▶ Requirement: An exact transcription of the listing, without its images, is what the answer must contain.

▶ Data for analysis:

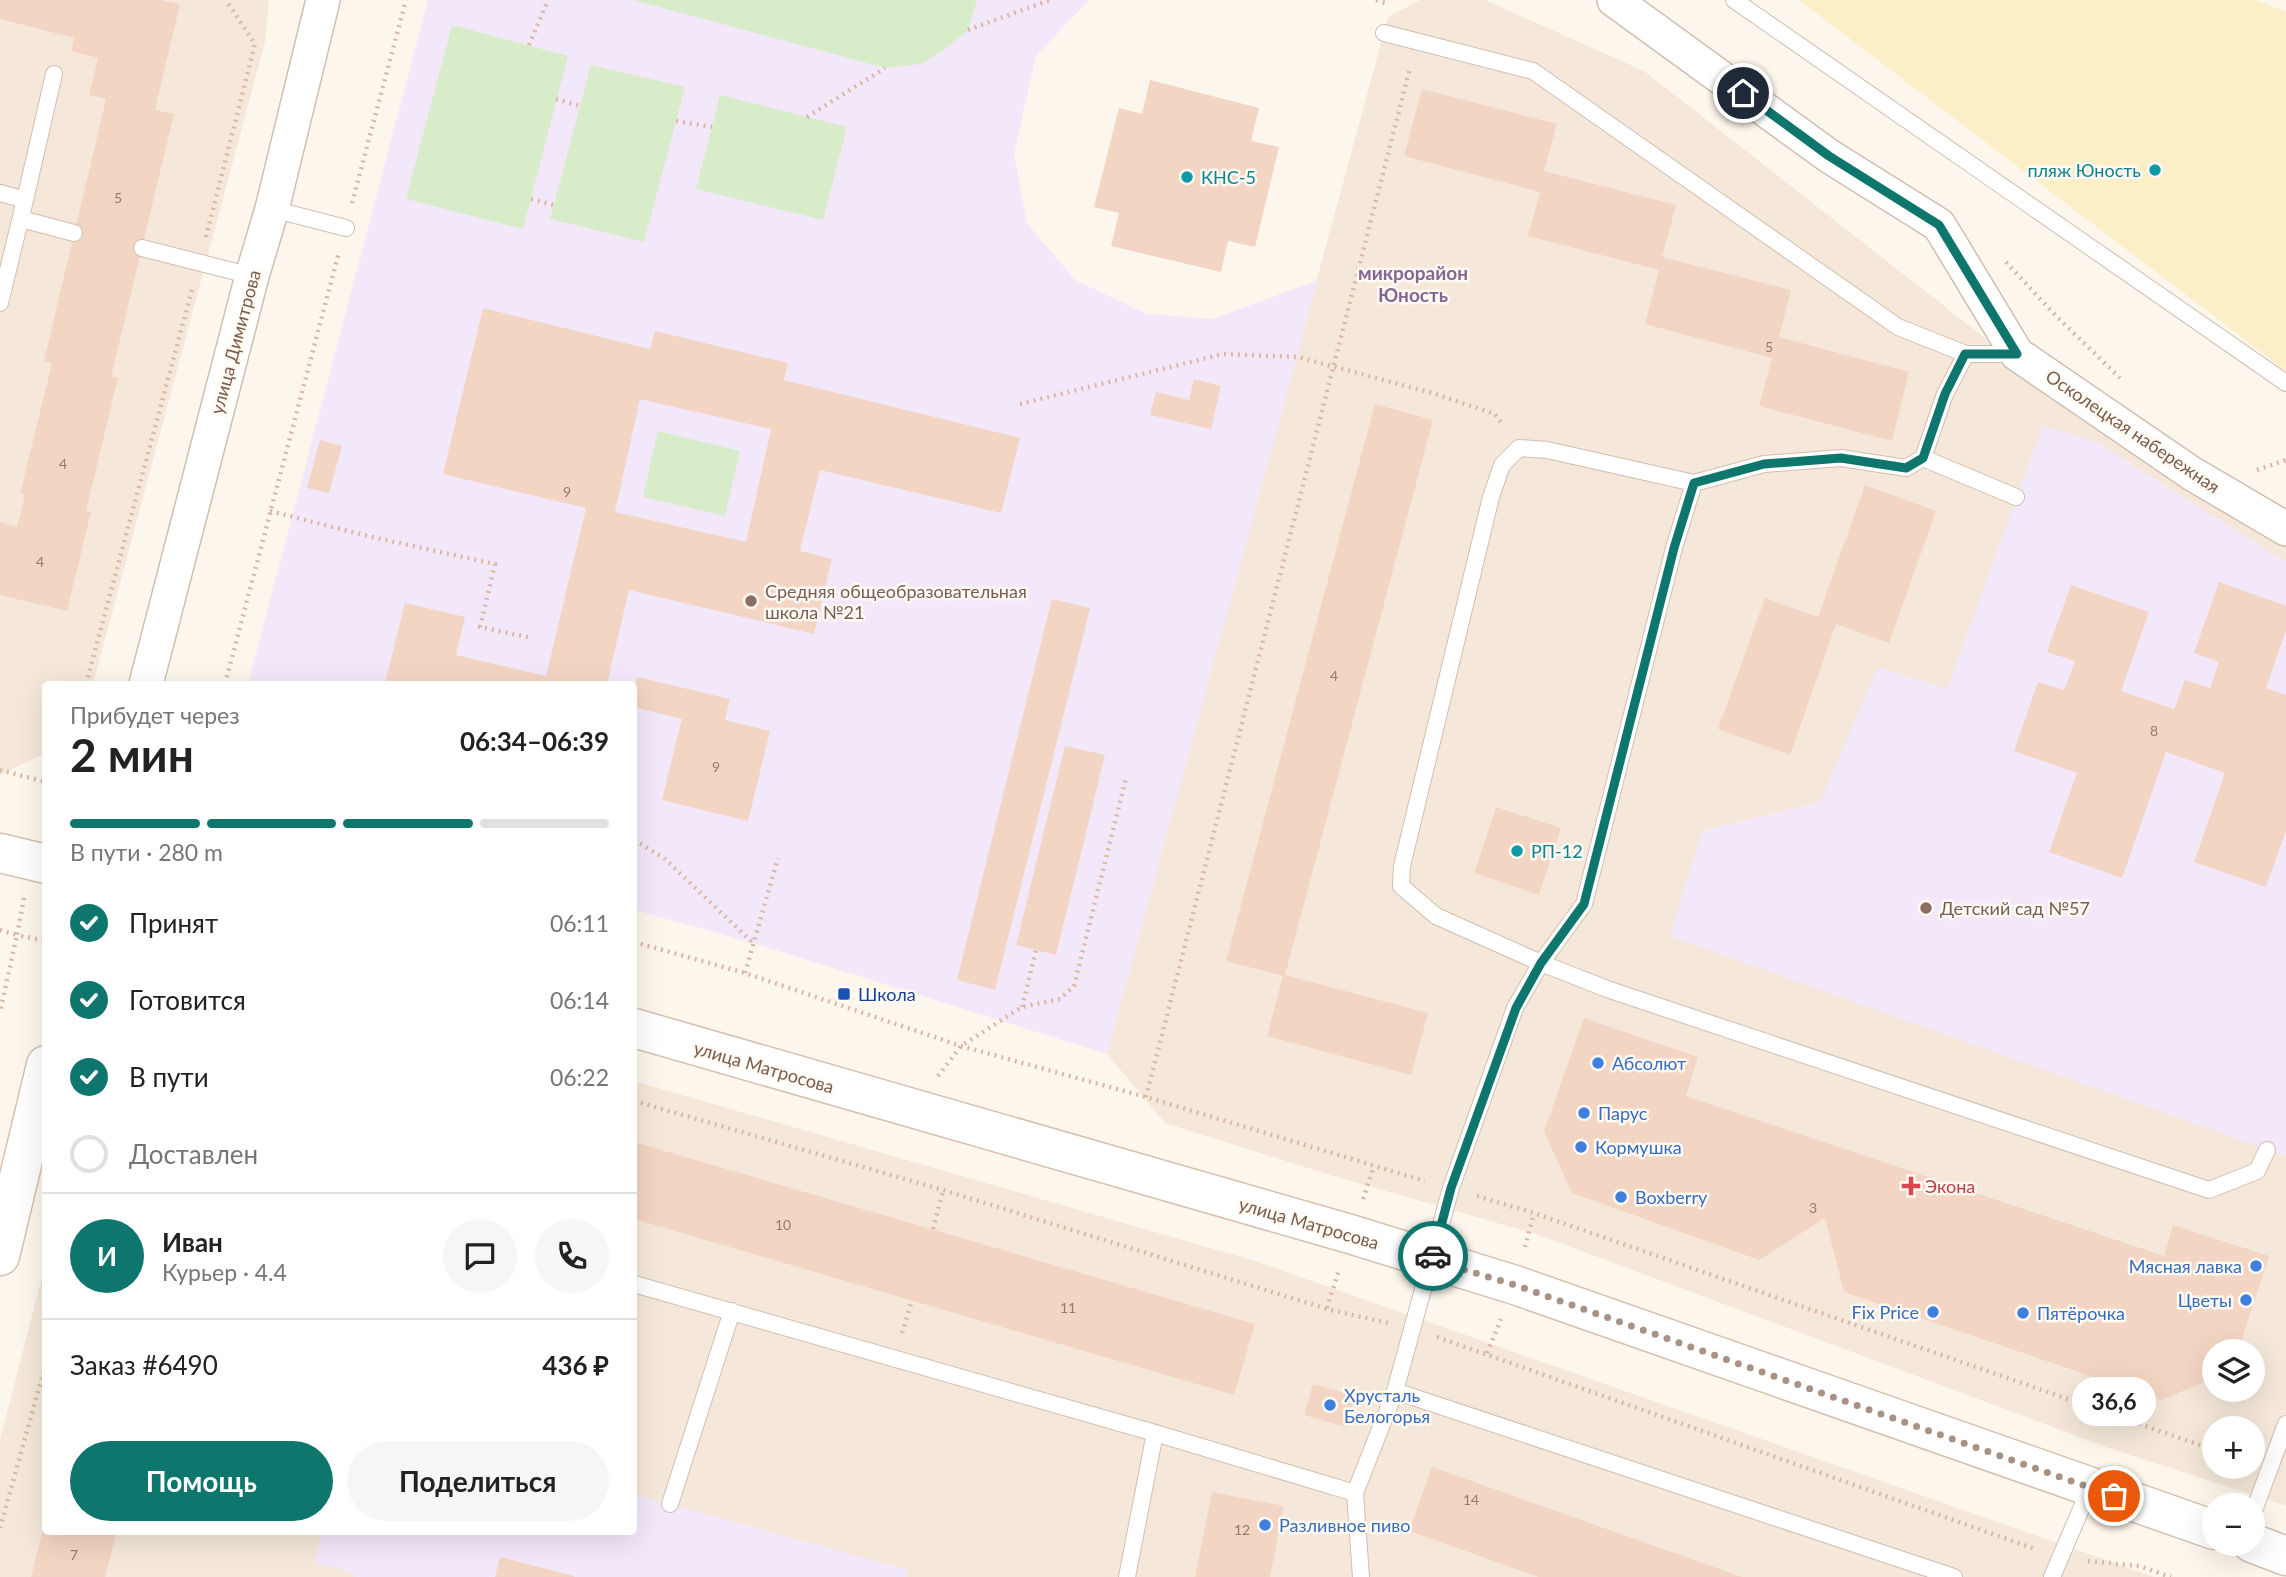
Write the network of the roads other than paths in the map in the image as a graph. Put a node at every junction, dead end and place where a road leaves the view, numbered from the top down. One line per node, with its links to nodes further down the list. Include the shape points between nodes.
1 (323, 0): 8 (street, улица Димитрова)
2 (1614, 0): 16 (street, Осколецкая набережная, via 1829,156 1939,225)
3 (1734, 0): 17 (lane)
4 (1384, 33): 15 (lane, via 1533,71 1898,327)
5 (54, 74): 7 (lane)
6 (0, 194): 7 (lane)
7 (25, 200): 9 (lane)
8 (272, 209): 10 (lane); 13 (street, улица Димитрова)
9 (21, 219): 11 (lane); 14 (lane)
10 (346, 228)
11 (74, 233)
12 (142, 248): 13 (lane)
13 (252, 276): 22 (street, улица Димитрова)
14 (0, 303)
15 (1965, 354): 16 (lane); 18 (lane, via 1945,394)
16 (2017, 354): 21 (street, Осколецкая набережная, via 2191,473)
17 (2286, 383)
18 (1923, 458): 19 (lane, via 1906,468 1841,458 1764,464); 20 (lane)
19 (1694, 483): 25 (lane, via 1584,904); 25 (lane, via 1547,450 1519,448 1502,465 1402,866 1402,886 1436,916)
20 (2016, 497)
21 (2286, 528)
22 (147, 681)
23 (0, 853): 24 (main road)
24 (42, 863)
25 (1541, 963): 29 (lane, via 2209,1190 2258,1171); 31 (lane, via 1516,1008 1451,1188)
26 (637, 1029): 31 (main road, улица Матросова)
27 (42, 1098): 28 (main road)
28 (37, 1140): 30 (main road)
29 (2267, 1150)
30 (0, 1256)
31 (1432, 1260): 34 (lane); 37 (main road, улица Матросова, via 1541,1294)
32 (637, 1285): 33 (lane)
33 (732, 1311): 36 (lane); 40 (lane)
34 (1395, 1391): 38 (lane); 46 (lane)
35 (2286, 1424): 39 (lane)
36 (1154, 1433): 38 (lane); 44 (lane)
37 (2090, 1488): 41 (main road, улица Матросова); 47 (lane)
38 (1355, 1493): 45 (lane)
39 (2260, 1493)
40 (670, 1504)
41 (2202, 1526)
42 (2265, 1548): 43 (main road)
43 (2286, 1556)
44 (1127, 1577)
45 (1361, 1577)
46 (1954, 1577)
47 (2052, 1577)

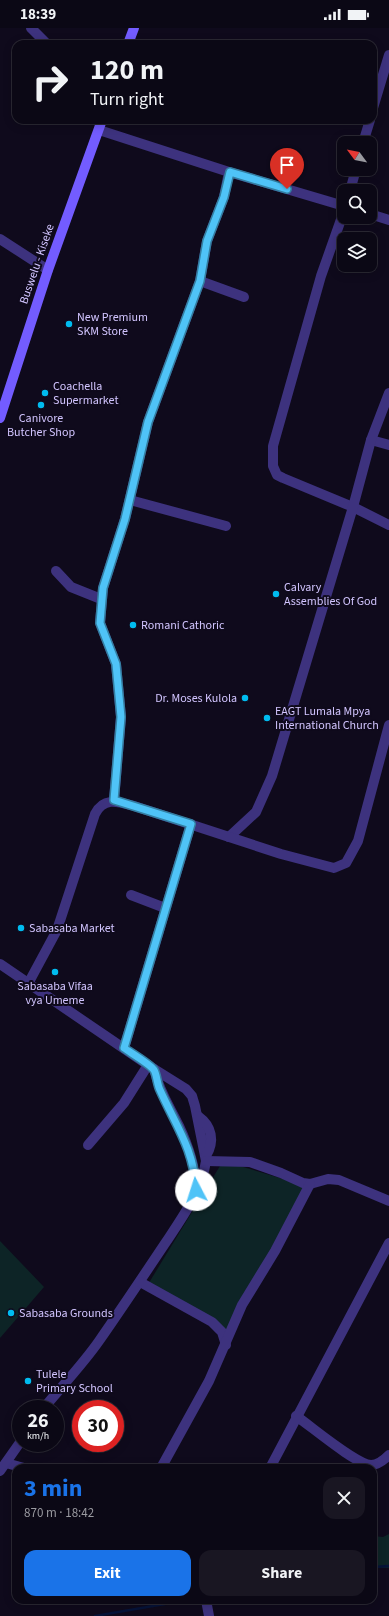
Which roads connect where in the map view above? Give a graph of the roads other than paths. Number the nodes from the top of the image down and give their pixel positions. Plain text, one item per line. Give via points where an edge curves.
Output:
1 (31, 28) edge
2 (134, 28) edge
3 (43, 40) edge
4 (130, 40) edge
5 (389, 55) edge
6 (377, 95) edge
7 (369, 124) edge
8 (100, 125) edge
9 (365, 136) edge
10 (230, 172) junction
11 (337, 204) edge
12 (377, 216) edge
13 (389, 220) edge
14 (339, 224) edge
15 (0, 239) edge
16 (48, 270) junction
17 (200, 281) junction
18 (244, 297) dead end
19 (389, 393) edge
20 (0, 418) edge
21 (371, 440) junction
22 (389, 445) edge
23 (130, 500) junction
24 (353, 507) junction
25 (389, 525) edge
26 (226, 526) dead end
27 (56, 571) dead end
28 (101, 600) junction
29 (389, 725) edge
30 (114, 800) junction
31 (191, 824) junction
32 (229, 837) junction
33 (131, 895) dead end
34 (165, 908) junction
35 (0, 964) edge
36 (29, 982) junction
37 (124, 1048) junction
38 (151, 1067) junction
39 (88, 1145) dead end
40 (206, 1159) junction
41 (310, 1184) junction
42 (196, 1190) junction
43 (389, 1201) edge
44 (389, 1243) edge
45 (140, 1282) junction
46 (226, 1345) junction
47 (51, 1400) edge
48 (296, 1416) junction
49 (13, 1452) edge
50 (389, 1455) edge
51 (163, 1464) edge
52 (272, 1464) edge
53 (3, 1467) edge
54 (207, 1604) edge
55 (209, 1616) edge

1 - 3 street
2 - 4 main road
5 - 6 street
7 - 9 street
8 - 10 street
8 - 16 main road, Buswelu - Kiseke
10 - 11 street
10 - 17 street via 224,197 207,241
12 - 13 street
14 - 24 street via 321,276 298,363 284,404 272,458 277,475
15 - 16 street
16 - 20 main road, Buswelu - Kiseke
17 - 18 street
17 - 23 street via 150,416
19 - 21 street
21 - 22 street
21 - 24 street
23 - 26 street
23 - 28 street via 106,574
24 - 25 street
24 - 32 street via 287,729 263,799 256,812
27 - 28 street via 71,587
28 - 30 street via 100,623 116,664 121,717
29 - 32 street via 358,841 346,863 334,868 313,864
30 - 31 street
30 - 36 street via 105,802 97,810 57,930
31 - 32 street
31 - 34 street
33 - 34 street
34 - 37 street
35 - 36 street
36 - 37 street
37 - 38 street
38 - 39 street
38 - 40 street via 186,1089 192,1096
38 - 42 street via 159,1089 180,1127 196,1175
40 - 41 street via 250,1162
40 - 42 street via 205,1169
41 - 43 street via 328,1179 339,1180
41 - 46 street via 275,1251 242,1305
42 - 45 street
44 - 48 street
45 - 46 street via 184,1304 212,1322 222,1332
45 - 47 street via 99,1342
46 - 51 street
48 - 50 street via 365,1464 378,1464
48 - 52 street
49 - 53 street
54 - 55 street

▶ Reply:
Write the network of the roads other than paths in the map in the image as a graph. Put a node at every junction, dead end and place where a road leaves the view, numbered from the top down. One line per node, with its links to nodes further down the list. Include the shape points between nodes.
1 (323, 0): 8 (street, улица Димитрова)
2 (1614, 0): 16 (street, Осколецкая набережная, via 1829,156 1939,225)
3 (1734, 0): 17 (lane)
4 (1384, 33): 15 (lane, via 1533,71 1898,327)
5 (54, 74): 7 (lane)
6 (0, 194): 7 (lane)
7 (25, 200): 9 (lane)
8 (272, 209): 10 (lane); 13 (street, улица Димитрова)
9 (21, 219): 11 (lane); 14 (lane)
10 (346, 228)
11 (74, 233)
12 (142, 248): 13 (lane)
13 (252, 276): 22 (street, улица Димитрова)
14 (0, 303)
15 (1965, 354): 16 (lane); 18 (lane, via 1945,394)
16 (2017, 354): 21 (street, Осколецкая набережная, via 2191,473)
17 (2286, 383)
18 (1923, 458): 19 (lane, via 1906,468 1841,458 1764,464); 20 (lane)
19 (1694, 483): 25 (lane, via 1584,904); 25 (lane, via 1547,450 1519,448 1502,465 1402,866 1402,886 1436,916)
20 (2016, 497)
21 (2286, 528)
22 (147, 681)
23 (0, 853): 24 (main road)
24 (42, 863)
25 (1541, 963): 29 (lane, via 2209,1190 2258,1171); 31 (lane, via 1516,1008 1451,1188)
26 (637, 1029): 31 (main road, улица Матросова)
27 (42, 1098): 28 (main road)
28 (37, 1140): 30 (main road)
29 (2267, 1150)
30 (0, 1256)
31 (1432, 1260): 34 (lane); 37 (main road, улица Матросова, via 1541,1294)
32 (637, 1285): 33 (lane)
33 (732, 1311): 36 (lane); 40 (lane)
34 (1395, 1391): 38 (lane); 46 (lane)
35 (2286, 1424): 39 (lane)
36 (1154, 1433): 38 (lane); 44 (lane)
37 (2090, 1488): 41 (main road, улица Матросова); 47 (lane)
38 (1355, 1493): 45 (lane)
39 (2260, 1493)
40 (670, 1504)
41 (2202, 1526)
42 (2265, 1548): 43 (main road)
43 (2286, 1556)
44 (1127, 1577)
45 (1361, 1577)
46 (1954, 1577)
47 (2052, 1577)

Which roads connect where in the map view above? Give a graph of the roads other than paths. Number the nodes from the top of the image down and give their pixel positions. Plain text, one item per line. Give via points where an edge curves.
Output:
1 (31, 28) edge
2 (134, 28) edge
3 (43, 40) edge
4 (130, 40) edge
5 (389, 55) edge
6 (377, 95) edge
7 (369, 124) edge
8 (100, 125) edge
9 (365, 136) edge
10 (230, 172) junction
11 (337, 204) edge
12 (377, 216) edge
13 (389, 220) edge
14 (339, 224) edge
15 (0, 239) edge
16 (48, 270) junction
17 (200, 281) junction
18 (244, 297) dead end
19 (389, 393) edge
20 (0, 418) edge
21 (371, 440) junction
22 (389, 445) edge
23 (130, 500) junction
24 (353, 507) junction
25 (389, 525) edge
26 (226, 526) dead end
27 (56, 571) dead end
28 (101, 600) junction
29 (389, 725) edge
30 (114, 800) junction
31 (191, 824) junction
32 (229, 837) junction
33 (131, 895) dead end
34 (165, 908) junction
35 (0, 964) edge
36 (29, 982) junction
37 (124, 1048) junction
38 (151, 1067) junction
39 (88, 1145) dead end
40 (206, 1159) junction
41 (310, 1184) junction
42 (196, 1190) junction
43 (389, 1201) edge
44 (389, 1243) edge
45 (140, 1282) junction
46 (226, 1345) junction
47 (51, 1400) edge
48 (296, 1416) junction
49 (13, 1452) edge
50 (389, 1455) edge
51 (163, 1464) edge
52 (272, 1464) edge
53 (3, 1467) edge
54 (207, 1604) edge
55 (209, 1616) edge

1 - 3 street
2 - 4 main road
5 - 6 street
7 - 9 street
8 - 10 street
8 - 16 main road, Buswelu - Kiseke
10 - 11 street
10 - 17 street via 224,197 207,241
12 - 13 street
14 - 24 street via 321,276 298,363 284,404 272,458 277,475
15 - 16 street
16 - 20 main road, Buswelu - Kiseke
17 - 18 street
17 - 23 street via 150,416
19 - 21 street
21 - 22 street
21 - 24 street
23 - 26 street
23 - 28 street via 106,574
24 - 25 street
24 - 32 street via 287,729 263,799 256,812
27 - 28 street via 71,587
28 - 30 street via 100,623 116,664 121,717
29 - 32 street via 358,841 346,863 334,868 313,864
30 - 31 street
30 - 36 street via 105,802 97,810 57,930
31 - 32 street
31 - 34 street
33 - 34 street
34 - 37 street
35 - 36 street
36 - 37 street
37 - 38 street
38 - 39 street
38 - 40 street via 186,1089 192,1096
38 - 42 street via 159,1089 180,1127 196,1175
40 - 41 street via 250,1162
40 - 42 street via 205,1169
41 - 43 street via 328,1179 339,1180
41 - 46 street via 275,1251 242,1305
42 - 45 street
44 - 48 street
45 - 46 street via 184,1304 212,1322 222,1332
45 - 47 street via 99,1342
46 - 51 street
48 - 50 street via 365,1464 378,1464
48 - 52 street
49 - 53 street
54 - 55 street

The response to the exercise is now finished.